Figure 1

CALR mutants specifically activate MPL and lead to cell growth augmentation. (a) 293T cells were transiently transfected with STAT5-LUC and CALR WT, CALRdel52 mutant or CALRins5 mutant in the presence of granulocyte-colony stimulating factor (G-CSF) receptor (CSF3R), erythropoietin receptor (EPOR) or thrombopoietin receptor (MPL).
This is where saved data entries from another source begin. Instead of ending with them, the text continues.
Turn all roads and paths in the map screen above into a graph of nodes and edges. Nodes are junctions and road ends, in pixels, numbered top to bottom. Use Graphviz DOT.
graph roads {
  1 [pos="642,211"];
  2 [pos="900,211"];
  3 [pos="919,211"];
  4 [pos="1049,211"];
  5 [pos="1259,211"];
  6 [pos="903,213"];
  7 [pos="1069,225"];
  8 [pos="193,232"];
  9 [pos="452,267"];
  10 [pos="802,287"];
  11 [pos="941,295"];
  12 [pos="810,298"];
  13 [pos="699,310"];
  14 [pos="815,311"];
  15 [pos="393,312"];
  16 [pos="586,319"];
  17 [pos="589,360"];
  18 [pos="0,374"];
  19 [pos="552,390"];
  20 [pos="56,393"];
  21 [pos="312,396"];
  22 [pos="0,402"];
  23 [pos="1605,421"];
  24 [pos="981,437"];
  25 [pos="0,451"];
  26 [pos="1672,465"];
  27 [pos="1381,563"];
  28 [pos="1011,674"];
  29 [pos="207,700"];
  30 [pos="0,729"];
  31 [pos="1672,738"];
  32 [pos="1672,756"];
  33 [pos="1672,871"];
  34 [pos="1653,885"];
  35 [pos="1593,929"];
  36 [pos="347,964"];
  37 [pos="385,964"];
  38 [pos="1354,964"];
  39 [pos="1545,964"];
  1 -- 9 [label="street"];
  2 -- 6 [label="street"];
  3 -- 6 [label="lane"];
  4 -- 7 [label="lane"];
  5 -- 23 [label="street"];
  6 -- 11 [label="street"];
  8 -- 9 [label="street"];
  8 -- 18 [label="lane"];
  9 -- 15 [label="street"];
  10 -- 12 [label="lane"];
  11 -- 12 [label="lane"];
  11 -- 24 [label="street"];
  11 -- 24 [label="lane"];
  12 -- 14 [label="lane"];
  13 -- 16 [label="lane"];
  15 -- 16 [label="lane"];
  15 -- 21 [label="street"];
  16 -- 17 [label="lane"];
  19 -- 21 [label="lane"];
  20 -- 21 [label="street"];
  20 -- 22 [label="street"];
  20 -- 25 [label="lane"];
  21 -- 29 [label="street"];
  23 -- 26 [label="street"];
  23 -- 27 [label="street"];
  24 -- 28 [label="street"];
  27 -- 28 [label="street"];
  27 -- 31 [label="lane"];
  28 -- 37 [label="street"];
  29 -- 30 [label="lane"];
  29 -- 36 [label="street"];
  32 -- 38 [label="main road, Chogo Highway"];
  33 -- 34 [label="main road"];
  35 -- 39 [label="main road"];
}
The vertical axis number is the fold induction when compared with that of WT CALR. Only in the presence of MPL, both type of CALR mutants augmented STAT5 activity. *P<0.05 and **P<0.01 vs CALR WT. (b) STAT5 (upper panel) and STAT3 (lower panel) transcriptional activity was assessed by the luciferase assay in 293T cells transiently expressing CALR WT, CALRdel52 mutant or CALRins5 mutant, together with MPL and either STAT5-LUC or STAT3-LUC. Twenty-four hours after transfection, cells were stimulated with several concentrations (0, 1.25, 2.5, 5, 10 and 20 ng/ml) of TPO. STAT5 and STAT3 transcriptional activity is enhanced by TPO stimulation in 293T cells in the presence of WT CALR. In contrast, TPO stimulation shows little effect on STAT5 transcriptional activity in the presence of CALRdel52 or CALRins5. *P<0.05 and **P<0.01 vs cells without TPO stimulation. The average values for relative luciferase activity generated in three independent experiment is shown. Data are presented as means±s.e.m. Tukey’s multiple comparison test with one-way analysis of variance was used.